Open Dooruk opened 3 weeks ago
This is a bit urgent as our Tier 1 or 2 tests won't work since we updated runners to SLES15.
The time between submitting a job on a head node and its start is much longer compared to the previous SLES12 runner setup. To give an example, in this action run for 3dfgat_atmos
, 20211212T0000Z/GetObservations-geos_atmosphere
task takes 6 minutes from submission to start running. Is it due to runners not being able to handle the number of requested tasks?
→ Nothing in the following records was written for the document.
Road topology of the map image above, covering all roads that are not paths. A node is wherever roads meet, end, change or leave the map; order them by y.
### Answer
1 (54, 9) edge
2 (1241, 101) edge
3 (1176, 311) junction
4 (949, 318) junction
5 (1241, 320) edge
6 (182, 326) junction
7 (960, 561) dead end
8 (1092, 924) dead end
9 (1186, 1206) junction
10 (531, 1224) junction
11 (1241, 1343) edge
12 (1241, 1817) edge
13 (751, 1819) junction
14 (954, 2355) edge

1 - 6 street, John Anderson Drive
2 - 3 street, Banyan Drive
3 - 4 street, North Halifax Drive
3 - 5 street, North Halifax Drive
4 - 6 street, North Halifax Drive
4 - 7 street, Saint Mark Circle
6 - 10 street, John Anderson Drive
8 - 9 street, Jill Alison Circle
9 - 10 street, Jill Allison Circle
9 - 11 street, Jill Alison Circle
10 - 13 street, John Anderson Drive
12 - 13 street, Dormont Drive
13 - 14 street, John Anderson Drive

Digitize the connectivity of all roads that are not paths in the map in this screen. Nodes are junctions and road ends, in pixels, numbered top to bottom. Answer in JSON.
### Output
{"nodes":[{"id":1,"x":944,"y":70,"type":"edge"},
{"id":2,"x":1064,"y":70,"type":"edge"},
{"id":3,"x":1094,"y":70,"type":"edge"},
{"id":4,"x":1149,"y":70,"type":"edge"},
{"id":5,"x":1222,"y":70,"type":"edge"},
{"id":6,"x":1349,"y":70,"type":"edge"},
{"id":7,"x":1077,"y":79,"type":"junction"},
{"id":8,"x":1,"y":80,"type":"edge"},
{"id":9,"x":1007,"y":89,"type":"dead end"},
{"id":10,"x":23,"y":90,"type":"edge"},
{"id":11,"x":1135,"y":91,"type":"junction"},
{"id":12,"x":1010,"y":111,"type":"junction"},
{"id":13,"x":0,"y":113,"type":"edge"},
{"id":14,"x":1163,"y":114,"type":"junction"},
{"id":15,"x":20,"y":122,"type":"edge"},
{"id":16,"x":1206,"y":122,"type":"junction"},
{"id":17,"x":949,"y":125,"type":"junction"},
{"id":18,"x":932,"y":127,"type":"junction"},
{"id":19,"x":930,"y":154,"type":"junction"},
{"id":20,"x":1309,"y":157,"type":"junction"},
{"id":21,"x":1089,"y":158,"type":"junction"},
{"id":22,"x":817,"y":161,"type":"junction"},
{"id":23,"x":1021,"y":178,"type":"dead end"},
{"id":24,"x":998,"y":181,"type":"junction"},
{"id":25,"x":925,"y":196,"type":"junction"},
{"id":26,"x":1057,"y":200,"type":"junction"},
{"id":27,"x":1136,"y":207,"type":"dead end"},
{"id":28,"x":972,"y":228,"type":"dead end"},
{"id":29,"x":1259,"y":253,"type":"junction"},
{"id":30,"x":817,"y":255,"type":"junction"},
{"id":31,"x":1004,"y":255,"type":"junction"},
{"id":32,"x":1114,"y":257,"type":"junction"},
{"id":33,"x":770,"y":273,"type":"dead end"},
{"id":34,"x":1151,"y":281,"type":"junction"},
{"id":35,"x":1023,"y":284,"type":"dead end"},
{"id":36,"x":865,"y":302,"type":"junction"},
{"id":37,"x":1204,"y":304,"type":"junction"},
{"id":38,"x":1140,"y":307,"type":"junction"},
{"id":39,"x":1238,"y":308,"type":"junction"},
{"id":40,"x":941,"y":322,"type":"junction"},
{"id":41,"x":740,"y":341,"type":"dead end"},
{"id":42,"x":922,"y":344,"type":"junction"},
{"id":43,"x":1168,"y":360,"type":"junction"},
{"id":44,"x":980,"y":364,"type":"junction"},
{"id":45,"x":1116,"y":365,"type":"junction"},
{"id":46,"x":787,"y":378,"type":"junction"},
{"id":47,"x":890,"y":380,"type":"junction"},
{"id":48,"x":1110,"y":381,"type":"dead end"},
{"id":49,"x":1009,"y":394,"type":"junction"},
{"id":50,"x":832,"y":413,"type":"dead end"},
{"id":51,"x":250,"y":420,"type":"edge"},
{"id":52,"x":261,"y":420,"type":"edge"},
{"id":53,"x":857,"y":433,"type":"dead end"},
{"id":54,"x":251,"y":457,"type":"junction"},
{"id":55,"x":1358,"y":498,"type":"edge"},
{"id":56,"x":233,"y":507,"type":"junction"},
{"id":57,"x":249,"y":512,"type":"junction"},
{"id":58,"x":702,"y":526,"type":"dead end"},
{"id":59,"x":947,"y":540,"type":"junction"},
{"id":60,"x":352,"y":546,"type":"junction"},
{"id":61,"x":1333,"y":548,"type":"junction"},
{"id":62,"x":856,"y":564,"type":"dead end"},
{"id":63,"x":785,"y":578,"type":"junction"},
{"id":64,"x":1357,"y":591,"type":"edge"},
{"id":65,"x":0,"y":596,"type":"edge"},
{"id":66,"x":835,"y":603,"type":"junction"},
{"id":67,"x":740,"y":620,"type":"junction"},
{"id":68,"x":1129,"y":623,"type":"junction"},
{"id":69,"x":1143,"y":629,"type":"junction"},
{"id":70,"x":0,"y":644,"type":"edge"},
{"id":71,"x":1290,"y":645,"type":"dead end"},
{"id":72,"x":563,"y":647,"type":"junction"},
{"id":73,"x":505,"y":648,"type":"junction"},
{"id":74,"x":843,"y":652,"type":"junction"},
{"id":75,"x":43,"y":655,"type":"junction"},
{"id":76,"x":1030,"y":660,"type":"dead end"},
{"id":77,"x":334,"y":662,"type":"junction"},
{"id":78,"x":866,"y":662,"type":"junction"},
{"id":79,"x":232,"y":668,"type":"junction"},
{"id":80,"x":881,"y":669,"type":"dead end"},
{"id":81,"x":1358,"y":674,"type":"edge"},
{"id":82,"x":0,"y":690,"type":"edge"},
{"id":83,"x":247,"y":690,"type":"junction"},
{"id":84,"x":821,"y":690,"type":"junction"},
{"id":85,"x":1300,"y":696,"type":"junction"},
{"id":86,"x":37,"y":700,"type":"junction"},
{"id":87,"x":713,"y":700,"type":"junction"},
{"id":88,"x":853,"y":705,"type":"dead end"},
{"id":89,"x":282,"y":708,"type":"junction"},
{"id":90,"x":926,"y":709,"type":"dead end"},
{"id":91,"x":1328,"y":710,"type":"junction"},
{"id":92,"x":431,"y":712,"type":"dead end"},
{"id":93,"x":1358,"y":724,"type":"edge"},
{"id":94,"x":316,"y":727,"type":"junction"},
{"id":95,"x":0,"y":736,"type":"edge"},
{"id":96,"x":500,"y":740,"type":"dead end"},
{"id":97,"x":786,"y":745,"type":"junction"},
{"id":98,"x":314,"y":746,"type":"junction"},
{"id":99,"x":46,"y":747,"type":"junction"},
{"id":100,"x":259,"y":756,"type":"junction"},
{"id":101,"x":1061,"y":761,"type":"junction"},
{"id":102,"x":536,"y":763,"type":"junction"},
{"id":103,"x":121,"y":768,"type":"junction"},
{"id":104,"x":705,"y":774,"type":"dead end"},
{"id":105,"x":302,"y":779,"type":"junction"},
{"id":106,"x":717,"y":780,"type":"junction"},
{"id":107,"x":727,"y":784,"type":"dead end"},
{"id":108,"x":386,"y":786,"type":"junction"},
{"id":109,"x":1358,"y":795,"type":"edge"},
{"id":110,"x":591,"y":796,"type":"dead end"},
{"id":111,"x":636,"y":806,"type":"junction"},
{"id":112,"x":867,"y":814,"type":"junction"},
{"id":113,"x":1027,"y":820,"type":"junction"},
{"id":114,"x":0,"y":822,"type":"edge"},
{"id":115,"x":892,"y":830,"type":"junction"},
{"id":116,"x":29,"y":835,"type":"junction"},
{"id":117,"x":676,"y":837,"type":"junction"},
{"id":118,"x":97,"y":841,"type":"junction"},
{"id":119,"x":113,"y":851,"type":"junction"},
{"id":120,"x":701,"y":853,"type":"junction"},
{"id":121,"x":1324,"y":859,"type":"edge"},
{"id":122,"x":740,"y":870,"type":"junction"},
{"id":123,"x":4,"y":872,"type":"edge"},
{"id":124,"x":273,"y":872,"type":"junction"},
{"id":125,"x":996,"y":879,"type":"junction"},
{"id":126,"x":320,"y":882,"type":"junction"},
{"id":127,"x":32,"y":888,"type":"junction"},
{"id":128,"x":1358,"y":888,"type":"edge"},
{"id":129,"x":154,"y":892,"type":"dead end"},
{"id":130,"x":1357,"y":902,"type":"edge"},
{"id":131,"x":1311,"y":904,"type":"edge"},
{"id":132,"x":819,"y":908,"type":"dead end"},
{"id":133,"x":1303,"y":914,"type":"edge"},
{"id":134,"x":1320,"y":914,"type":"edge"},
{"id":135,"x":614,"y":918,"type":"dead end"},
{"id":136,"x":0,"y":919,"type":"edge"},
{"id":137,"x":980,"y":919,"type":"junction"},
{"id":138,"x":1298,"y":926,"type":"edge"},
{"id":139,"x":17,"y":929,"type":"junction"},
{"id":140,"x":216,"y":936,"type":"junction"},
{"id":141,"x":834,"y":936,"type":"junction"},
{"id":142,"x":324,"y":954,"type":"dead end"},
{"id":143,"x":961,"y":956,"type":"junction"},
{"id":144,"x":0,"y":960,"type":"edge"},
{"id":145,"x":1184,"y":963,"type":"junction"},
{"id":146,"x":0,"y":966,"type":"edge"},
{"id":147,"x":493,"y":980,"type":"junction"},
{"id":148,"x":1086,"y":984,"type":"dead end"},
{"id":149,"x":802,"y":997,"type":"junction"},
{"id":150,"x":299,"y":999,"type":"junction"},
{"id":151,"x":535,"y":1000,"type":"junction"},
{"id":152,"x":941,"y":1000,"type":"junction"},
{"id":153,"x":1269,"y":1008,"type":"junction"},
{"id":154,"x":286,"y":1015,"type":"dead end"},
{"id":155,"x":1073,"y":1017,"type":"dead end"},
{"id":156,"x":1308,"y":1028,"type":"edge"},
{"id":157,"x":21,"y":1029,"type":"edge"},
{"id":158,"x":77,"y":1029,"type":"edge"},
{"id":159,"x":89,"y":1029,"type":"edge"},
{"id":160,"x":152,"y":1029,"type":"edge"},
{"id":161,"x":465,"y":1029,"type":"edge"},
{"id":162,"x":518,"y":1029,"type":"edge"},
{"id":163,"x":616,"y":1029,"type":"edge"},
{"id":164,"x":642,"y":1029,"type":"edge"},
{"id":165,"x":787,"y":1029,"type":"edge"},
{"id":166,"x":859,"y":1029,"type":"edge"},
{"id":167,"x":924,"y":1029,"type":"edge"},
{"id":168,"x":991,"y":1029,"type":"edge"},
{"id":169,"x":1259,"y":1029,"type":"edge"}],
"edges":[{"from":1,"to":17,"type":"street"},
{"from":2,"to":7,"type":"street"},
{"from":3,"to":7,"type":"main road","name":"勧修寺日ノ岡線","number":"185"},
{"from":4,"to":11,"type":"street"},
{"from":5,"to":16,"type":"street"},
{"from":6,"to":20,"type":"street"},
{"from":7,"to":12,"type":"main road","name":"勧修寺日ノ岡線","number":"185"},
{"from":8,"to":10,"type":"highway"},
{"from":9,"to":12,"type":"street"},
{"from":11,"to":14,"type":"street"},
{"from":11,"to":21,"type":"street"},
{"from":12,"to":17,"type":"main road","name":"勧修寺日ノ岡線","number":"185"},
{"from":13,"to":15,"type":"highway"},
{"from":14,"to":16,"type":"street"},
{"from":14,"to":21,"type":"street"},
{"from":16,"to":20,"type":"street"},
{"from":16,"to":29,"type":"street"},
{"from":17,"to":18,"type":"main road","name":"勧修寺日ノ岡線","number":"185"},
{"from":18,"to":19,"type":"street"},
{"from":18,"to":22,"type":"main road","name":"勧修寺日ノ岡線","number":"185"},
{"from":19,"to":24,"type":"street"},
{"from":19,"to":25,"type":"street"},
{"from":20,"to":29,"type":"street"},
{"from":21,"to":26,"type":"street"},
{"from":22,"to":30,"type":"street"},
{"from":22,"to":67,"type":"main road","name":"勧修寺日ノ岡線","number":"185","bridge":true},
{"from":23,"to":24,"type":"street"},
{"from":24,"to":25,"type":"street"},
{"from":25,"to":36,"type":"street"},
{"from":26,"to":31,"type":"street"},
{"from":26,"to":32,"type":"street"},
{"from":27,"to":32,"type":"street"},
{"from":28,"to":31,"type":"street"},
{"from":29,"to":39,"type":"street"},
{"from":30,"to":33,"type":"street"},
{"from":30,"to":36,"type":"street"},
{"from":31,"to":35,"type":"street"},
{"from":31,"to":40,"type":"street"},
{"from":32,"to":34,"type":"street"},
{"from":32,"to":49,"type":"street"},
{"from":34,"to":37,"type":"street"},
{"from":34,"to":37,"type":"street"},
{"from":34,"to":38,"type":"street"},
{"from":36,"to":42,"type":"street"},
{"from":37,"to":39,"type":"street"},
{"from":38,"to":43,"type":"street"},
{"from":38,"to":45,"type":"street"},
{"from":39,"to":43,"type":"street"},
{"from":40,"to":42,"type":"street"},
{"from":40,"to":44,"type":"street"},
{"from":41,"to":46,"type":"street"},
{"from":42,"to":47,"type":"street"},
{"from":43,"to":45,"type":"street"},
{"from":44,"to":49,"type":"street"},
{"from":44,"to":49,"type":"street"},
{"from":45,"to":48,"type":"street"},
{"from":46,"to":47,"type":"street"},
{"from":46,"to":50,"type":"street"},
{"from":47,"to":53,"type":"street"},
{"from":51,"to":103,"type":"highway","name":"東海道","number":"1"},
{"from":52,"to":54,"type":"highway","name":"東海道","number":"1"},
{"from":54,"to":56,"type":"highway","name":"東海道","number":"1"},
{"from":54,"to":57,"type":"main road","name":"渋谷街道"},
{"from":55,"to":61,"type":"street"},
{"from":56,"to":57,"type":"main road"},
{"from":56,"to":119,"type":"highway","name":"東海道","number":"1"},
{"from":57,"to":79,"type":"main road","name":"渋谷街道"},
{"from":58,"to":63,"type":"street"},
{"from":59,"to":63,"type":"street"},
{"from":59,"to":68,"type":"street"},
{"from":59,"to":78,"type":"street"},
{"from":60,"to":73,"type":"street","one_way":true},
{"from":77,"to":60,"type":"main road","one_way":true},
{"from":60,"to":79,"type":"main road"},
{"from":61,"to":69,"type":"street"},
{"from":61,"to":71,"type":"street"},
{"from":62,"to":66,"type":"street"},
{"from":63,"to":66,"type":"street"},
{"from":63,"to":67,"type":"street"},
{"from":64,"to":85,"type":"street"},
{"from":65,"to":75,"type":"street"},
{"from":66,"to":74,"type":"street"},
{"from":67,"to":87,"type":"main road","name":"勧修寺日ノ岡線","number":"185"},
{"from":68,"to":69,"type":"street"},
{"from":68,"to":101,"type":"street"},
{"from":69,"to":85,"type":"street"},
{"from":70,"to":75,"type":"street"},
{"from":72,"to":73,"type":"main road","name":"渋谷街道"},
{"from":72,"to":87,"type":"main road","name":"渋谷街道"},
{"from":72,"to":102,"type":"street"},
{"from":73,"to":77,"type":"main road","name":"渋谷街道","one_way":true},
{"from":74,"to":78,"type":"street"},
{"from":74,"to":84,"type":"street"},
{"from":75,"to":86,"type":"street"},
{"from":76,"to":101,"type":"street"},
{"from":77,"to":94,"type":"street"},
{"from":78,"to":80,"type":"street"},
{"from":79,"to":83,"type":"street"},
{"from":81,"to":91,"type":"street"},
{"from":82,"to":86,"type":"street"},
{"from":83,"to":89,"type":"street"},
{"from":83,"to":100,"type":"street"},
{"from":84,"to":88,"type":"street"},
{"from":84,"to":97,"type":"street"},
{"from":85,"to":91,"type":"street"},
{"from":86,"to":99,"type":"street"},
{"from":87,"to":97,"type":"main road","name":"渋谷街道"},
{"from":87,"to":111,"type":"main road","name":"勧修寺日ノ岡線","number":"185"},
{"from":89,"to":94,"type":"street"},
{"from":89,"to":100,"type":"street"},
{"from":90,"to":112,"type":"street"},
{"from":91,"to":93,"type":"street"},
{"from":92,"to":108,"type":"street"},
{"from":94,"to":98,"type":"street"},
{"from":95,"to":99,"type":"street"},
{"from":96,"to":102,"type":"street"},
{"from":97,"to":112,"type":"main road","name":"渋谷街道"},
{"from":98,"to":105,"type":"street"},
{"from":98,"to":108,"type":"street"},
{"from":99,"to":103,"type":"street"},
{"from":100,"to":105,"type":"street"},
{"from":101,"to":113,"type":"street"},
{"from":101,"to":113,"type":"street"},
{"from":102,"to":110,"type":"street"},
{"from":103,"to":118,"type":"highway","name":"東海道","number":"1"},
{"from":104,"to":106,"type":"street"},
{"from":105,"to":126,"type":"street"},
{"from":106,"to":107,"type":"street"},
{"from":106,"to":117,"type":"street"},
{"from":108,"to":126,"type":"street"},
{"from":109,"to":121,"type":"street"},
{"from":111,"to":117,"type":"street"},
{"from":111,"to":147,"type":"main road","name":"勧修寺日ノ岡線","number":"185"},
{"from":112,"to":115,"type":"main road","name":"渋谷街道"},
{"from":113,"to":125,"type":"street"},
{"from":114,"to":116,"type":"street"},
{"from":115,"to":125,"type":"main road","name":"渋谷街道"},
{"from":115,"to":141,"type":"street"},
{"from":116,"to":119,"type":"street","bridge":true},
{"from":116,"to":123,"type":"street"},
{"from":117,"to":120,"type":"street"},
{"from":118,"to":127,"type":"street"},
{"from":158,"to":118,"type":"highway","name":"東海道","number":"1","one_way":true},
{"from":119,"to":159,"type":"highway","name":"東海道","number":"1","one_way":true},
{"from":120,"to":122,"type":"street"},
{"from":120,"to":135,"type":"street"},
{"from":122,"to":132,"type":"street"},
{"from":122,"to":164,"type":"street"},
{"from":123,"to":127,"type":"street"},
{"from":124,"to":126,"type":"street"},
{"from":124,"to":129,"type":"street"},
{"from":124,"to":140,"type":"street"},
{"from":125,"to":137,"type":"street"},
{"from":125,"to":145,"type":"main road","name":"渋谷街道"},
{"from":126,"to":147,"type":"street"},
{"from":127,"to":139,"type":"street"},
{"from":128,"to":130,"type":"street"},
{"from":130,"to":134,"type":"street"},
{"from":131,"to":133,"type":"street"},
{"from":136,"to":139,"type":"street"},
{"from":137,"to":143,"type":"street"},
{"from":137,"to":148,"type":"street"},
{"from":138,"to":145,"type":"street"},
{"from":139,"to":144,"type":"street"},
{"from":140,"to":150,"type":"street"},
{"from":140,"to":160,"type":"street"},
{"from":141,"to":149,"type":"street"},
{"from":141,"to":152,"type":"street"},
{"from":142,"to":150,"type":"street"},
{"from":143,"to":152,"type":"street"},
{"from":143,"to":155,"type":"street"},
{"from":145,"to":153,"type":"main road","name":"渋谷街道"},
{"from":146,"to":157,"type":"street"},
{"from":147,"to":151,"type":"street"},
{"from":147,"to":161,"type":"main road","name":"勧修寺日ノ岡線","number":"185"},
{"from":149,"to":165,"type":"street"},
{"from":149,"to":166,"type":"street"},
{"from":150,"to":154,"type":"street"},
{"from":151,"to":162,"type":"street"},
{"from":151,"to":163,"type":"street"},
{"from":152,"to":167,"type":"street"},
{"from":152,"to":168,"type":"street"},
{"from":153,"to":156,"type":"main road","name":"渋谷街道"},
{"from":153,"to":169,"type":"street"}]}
Compute node tasks don't seem to have this issue.
3dfgat_atmos
wasn't working until I made this small fix to use more ntasks-per-node
on Milan: https://github.com/GEOS-ESM/swell/compare/develop...feature/tasks_per_node
3dvar
still fails, I have no idea why but it always fails on the same task, GenerateBClimatology
, for the same reason claiming missing files but they do exist. This task requires compute nodes. Exact same setup works on my local submission and 3dvar
suite runs on a 5-degree setup so the compute requirements are minimal. I can live with it for now while we update everything else, including the build.
~@jardizzo, could you update swell-tier1_application_discover.yml
in develop
with .github/workflows/test_swell.yml
in feature/test_swell_application
branch? That's what I've been testing with.~ This is updated now.
Tier 1 finished successfully but took too long, ~1 hour for almost each task(you can compare with previous Tier 1 runs). I had to do a few
cylc
related change ingmao_ci
account to~/bin/cylc
and~/cylc/global-workflow.yaml
files, which are one time changes. Another change I had to do was~/bin/cylc
file. It chooses the correct Cylc installation depending on the OS, and~/bin
is added to$PATH
.See output here:
https://github.com/GEOS-ESM/swell/actions/runs/11633945304
Here are the steps I took to modify
test_swell.yml
to be able to run Test CI Applications Action:1) Update CI-Workflows : Modify following file: GEOS-ESM/CI-workflows/.github/workflows/test_swell.yml in feature/test_swell_application branch
2) In Swell -> Actions -> Test CI Applications and run any Swell branch (say we are testing different SLURM configs). Test CI only runs a particular CI-Workflows branch linked below:
https://github.com/GEOS-ESM/swell/blob/7812c4114de3c587a026cc8c7453ad3e6b7e4528/.github/workflows/test_ci_application_discover.yml#L12
To run this you need to be in @jardizzo's
nams_check.py
file.The slowdown is caused partly due to these two lines for variational tasks, since now there are 126 cores available in Milan nodes (I personally request 100
ntasks-per-node
):https://github.com/GEOS-ESM/swell/blob/7812c4114de3c587a026cc8c7453ad3e6b7e4528/src/swell/utilities/slurm.py#L49-L50
However I'm not not sure about why hofx suite would be slow, so there must be combination of Discover filesystem being slow + Swell SLES15 SLURM settings.
Default
ntasks-per-node
is defined here for different platforms:https://github.com/GEOS-ESM/swell/blob/develop/src/swell/deployment/platforms/nccs_discover_sles15/slurm.yaml
@rtodling and I can help with the proper node/ntasks combination but filesystem could be resolved with
$TSE_TMPDIR
implementation?